Helga and I remained seated, however, our thoughts still playing around with the game we'd began with my small-talk conversation of Prom and fake dates.
"So let's say," she continued, "I DID say yes to this hypothetical and incredibly wimpy prom-posal of yours here in the back of college psych with nobody listening to any of the words coming out of our mouths-"
I tried to hold the laugh developing from her oddly specific precursor of a sentence.
"-would you hold up on your end of the deal and not go pranking me in front of the entire grade?"
"Pranking you? Helga, why would I do that?" I asked, dumbfounded.
But she only leaned back in her seat and looked at me with a deadpan of a stare. "Seriously. April Fool's dance, fourth grade. Pretty maniacal of you to throw me into a pool where I could have DROWNED and easily had you sued for every penny you got in a wrongful death suit."
I laughed outright, her memory clearly faded from over the years. "Let's not forget, it was YOU who started the prank in the first place by pretending to be BLIND and all."
"No, no, no, no, no HAIR BOY, if you hadn't gone and pulled that stupid prank on me in the FIRST place, NONE of that would have even HAPPENED. You went and ruined one of my first school dances, and you know it." She shot me a look before beginning to also pack up her things; organizing her books from biggest to smallest and tossing them into her backpack.

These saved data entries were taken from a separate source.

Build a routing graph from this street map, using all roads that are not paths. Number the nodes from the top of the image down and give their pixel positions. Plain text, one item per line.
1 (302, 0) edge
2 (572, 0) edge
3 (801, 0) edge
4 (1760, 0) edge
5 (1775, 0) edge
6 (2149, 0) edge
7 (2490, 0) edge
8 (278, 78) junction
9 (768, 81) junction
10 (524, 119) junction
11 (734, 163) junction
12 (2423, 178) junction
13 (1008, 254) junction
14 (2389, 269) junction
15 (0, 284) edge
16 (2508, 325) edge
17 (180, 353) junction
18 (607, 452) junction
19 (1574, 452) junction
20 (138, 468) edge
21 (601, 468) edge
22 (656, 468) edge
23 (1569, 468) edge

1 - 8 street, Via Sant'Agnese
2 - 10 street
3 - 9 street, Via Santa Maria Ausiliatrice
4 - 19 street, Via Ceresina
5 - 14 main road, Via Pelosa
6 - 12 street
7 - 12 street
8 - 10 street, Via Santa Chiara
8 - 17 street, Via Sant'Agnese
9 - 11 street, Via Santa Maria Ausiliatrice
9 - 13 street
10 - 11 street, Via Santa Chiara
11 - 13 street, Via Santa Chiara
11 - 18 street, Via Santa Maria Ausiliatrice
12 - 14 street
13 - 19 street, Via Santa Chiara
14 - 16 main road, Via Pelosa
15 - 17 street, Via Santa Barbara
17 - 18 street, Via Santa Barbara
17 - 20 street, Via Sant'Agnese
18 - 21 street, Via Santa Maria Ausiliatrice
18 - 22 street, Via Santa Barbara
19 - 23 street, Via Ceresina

"So if I ruined your dance so badly, why would you even say yes to my hypothetical prom-proposal ANYWAY?" I couldn't seem to stop the words from coming out of my mouth, though I didn't seem to regret them once they were out in the open.
Helga half stood up from her desk, her one leg bent to rest her knee of the seat as she faced me. "Maybe so you can make it UP to me because, let's be honest, I think you owe me that much."
"I owe you that much, huh? I owe you my senior prom?" I too stood up and mirrored her position as she faced me.
"Yeah. Yeah, I'd say that's a fair trade, don't you?"
The clock behind her was hovering on the :49, the next minute and following bell soon ready to dismiss us from whatever it was that was happening between Helga and I in the suddenly-too-hot classroom.
"But this is all just hypothetical, isn't it? It isn't like you actually MEAN to ask me to prom and you won't actually go and buy TICKETS or anything because it's the last day to buy them and your tall-haired sassy other-half just so happens to be taking MY best friend so you might as well take ME because, let's face it, you're going to be seeing my pretty face ANYWAY..."
"Wait, wh-" I tried, but Helga was already on top of my words, the bell ringing soon thereafter.
"So I'll be at your place at 7, not a SECOND too late or too early, and if you don't get me some kind of fancy corsage, you better BELIEVE you'll hear about it for the rest of your existence, ya twerp." She winked my way before saluting and making her way out of the room to leave me stunned in the wake of her exit.
DING. DING. DINGGGGGGGGGGGGGGGGGGGGG.
The bell dragged out like a flatline in my ears; my heart following suit as it palpitated in my chest.
Did I really just ask Helga Pataki to... to PROM?
I stood in the hallway-long line leading up to the table selling the prom tickets, my hands clammy as I fidgeted in my spot.
My eyes darted around the open space in hopes they wouldn't catch that of my best friend's.
Gerald's.
The table for tickets was set up just outside the cafeteria in the exact same position it had been in for the passed month that Prom tickets had been on sale. They were 20 bucks for seniors, 60 for everyone else, so it was nice on the wallet when your Senior year rolled around so you could have that big discount.
But it wasn't the price I was worried about.
It was Gerald.
The line creeped along, it's slow and steady pace that of a snail's and only seemed to go slower with each passing second I waited. My anxiety was high, and the nerves under my skin were going crazy as I desperately hoped I'd be able to buy tickets without a certain someone noticing.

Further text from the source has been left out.